Marx analizó en forma pionera que en su circulación, el capital asume tres formas, capital dinero, capital productivo y capital comercial, que se corresponden con las respectivas fracciones de capitalistas. Comprobó que el producto social de un periodo debe satisfacer condiciones de forma y valor, parte debe estar constituida por medios de producción (sector I) y otra por medios de consumo (sector II), los cuales a su vez toman forma de bienes salarios es decir, de consumo masivo, y de lujo. Para que el capital circule, la suma de salarios debe ser igual al valor de los bienes salarios de los trabajadores ocupados en el periodo y los nuevos requeridos para ampliar la producción, y la plusvalía debe ser igual al valor de los medios de producción necesarios para reproducir los consumidos en el periodo y los requeridos para ampliar la producción, más el consumo suntuario de los capitalistas. Mostró que el sector I crece siempre más que el II y es el que determina los movimientos de la demanda agregada,
Descubrió finalmente la “ley general de acumulación”, los trabajadores deben “salir del proceso productivo tal como entraron, es decir, obligados a vender nuevamente su fuerza de trabajo”, porque son quienes ponen los huevos de oro del capital, para lo cual los salarios no pueden exceder el costo de vida, lo que requiere un “ejército industrial de reserva” que los mantenga a raya, y conduce a crecientes diferencias sociales. Todo ello se agudiza en forma desmedida si los Estados no juegan un rol que las atenúe, lo que también sucede con la relación salarial misma.
Federico Engels concluye su elegía en el entierro de Marx diciendo que “Dos descubrimientos como éstos debían bastar para una vida.
Quien tenga la suerte de hacer tan sólo un descubrimiento así, ya puede considerarse feliz. Tal era el hombre de ciencia. Pero esto no era, ni con mucho, la mitad del hombre. Para Marx, la ciencia era una fuerza histórica motriz, una fuerza revolucionaria. Pues Marx era, ante todo, un revolucionario. Por eso, Marx era el hombre más odiado y más calumniado de su tiempo. Y puedo atreverme a decir que si pudo tener muchos adversarios, apenas tuvo un solo enemigo personal. Su nombre vivirá a través de los siglos, y con él su obra”. Cierto.

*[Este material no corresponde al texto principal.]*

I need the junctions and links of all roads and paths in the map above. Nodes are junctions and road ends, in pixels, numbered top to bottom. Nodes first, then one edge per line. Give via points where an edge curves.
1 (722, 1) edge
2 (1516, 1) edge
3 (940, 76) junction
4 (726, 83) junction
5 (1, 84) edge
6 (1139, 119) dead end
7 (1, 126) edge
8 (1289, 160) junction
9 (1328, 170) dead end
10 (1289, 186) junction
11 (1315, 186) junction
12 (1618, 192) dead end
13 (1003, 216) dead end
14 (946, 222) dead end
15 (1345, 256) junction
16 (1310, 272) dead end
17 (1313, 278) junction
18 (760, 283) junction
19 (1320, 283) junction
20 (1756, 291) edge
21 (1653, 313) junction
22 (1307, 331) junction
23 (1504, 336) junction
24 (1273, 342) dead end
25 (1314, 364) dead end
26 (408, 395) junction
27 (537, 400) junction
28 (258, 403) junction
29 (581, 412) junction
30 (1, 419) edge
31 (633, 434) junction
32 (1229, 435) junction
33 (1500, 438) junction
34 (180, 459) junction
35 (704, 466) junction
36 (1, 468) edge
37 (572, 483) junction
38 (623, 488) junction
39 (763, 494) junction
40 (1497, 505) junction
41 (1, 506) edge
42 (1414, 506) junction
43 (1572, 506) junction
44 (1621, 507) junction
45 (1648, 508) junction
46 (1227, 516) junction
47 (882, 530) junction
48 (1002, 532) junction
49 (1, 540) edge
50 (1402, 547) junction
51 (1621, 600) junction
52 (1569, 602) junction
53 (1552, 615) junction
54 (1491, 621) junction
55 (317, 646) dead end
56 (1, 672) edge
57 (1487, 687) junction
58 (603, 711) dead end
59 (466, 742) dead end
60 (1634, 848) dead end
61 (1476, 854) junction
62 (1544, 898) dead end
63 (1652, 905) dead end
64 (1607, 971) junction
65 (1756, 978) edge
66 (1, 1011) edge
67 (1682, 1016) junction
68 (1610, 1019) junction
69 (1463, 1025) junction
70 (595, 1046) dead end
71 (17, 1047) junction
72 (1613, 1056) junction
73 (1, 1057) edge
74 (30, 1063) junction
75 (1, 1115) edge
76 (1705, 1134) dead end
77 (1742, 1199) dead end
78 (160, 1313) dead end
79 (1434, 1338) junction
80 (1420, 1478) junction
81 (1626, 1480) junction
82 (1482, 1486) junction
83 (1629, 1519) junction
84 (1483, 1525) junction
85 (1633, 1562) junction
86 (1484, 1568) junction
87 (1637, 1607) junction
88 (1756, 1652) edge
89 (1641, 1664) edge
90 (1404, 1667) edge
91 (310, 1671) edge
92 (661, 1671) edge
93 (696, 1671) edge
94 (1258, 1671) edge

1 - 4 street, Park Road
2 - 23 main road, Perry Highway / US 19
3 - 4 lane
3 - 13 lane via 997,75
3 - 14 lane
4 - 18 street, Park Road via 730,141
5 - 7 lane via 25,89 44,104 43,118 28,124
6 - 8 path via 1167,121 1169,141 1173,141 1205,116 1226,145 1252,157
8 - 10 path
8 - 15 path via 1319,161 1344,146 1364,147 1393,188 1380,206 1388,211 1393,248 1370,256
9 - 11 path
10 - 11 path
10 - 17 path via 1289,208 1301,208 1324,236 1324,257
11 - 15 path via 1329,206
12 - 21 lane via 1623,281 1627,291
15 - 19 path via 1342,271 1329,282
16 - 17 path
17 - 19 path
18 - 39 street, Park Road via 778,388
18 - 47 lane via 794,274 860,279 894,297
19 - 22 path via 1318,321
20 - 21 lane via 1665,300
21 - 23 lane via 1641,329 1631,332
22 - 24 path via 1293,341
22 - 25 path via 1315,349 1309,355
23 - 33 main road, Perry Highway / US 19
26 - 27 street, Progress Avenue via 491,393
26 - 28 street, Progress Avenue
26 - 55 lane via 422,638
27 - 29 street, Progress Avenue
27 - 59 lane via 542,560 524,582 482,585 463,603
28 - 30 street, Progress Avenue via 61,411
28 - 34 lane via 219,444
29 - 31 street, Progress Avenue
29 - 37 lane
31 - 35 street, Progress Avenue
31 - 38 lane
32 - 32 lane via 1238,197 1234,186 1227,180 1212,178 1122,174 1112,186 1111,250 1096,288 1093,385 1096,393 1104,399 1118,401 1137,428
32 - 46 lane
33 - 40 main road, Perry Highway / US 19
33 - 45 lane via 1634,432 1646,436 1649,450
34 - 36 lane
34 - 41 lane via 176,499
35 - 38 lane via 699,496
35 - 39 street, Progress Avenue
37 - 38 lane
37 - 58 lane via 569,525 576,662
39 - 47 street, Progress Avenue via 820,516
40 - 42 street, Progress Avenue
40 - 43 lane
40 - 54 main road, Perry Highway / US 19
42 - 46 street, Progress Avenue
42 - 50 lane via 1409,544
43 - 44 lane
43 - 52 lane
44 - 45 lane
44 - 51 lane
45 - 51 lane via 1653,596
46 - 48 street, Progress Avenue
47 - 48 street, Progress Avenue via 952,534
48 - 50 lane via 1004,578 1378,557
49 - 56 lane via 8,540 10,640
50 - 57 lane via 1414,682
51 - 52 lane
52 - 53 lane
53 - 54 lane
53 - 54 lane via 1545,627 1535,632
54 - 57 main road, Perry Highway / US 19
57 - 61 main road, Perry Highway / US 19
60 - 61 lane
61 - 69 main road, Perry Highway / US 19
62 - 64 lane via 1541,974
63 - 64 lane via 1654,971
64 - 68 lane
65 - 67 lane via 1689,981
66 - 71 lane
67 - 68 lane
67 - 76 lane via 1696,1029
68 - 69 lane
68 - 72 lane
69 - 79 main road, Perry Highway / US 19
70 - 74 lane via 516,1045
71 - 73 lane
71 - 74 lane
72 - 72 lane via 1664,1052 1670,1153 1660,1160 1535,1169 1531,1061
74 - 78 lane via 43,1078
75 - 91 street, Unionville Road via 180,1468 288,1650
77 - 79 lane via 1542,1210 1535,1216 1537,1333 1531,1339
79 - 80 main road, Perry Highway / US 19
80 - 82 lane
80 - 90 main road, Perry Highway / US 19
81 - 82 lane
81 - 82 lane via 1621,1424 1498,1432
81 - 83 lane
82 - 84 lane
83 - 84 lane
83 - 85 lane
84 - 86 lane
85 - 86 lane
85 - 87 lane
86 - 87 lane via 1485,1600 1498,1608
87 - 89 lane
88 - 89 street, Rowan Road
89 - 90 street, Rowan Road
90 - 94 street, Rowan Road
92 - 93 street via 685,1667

Para suerte suya, si bien Marx y Engels apreciaron y denunciaron que la era moderna viene al mundo “chorreando sangre y lodo por todos sus poros, de los pies a la cabeza”, no llegaron a conocer los peores demonios que la acompañan —la depredación de la naturaleza, la guerra y el fascismo; el último es el peor porque en su irracionalidad criminal y suicida puede azuzar los otros hasta el paroxismo catastrófico—.y sólo al siglo siguiente revelarían su espantosa dimensión. Reaparecen de modo recurrente como sucede por estos mismos días y pueden poner en riesgo la supervivencia misma de la especie humana.
Hay sin embargo motivos de optimismo, como dijo Eric Hobsbawm, uno de sus discípulos contemporáneos más fieles, lúcidos, sutiles y destacados, cuando visitó Chile hace veinte años, precisamente porque sobrevivimos aprendimos porqué se desatan estos demonios y como maniatarlos.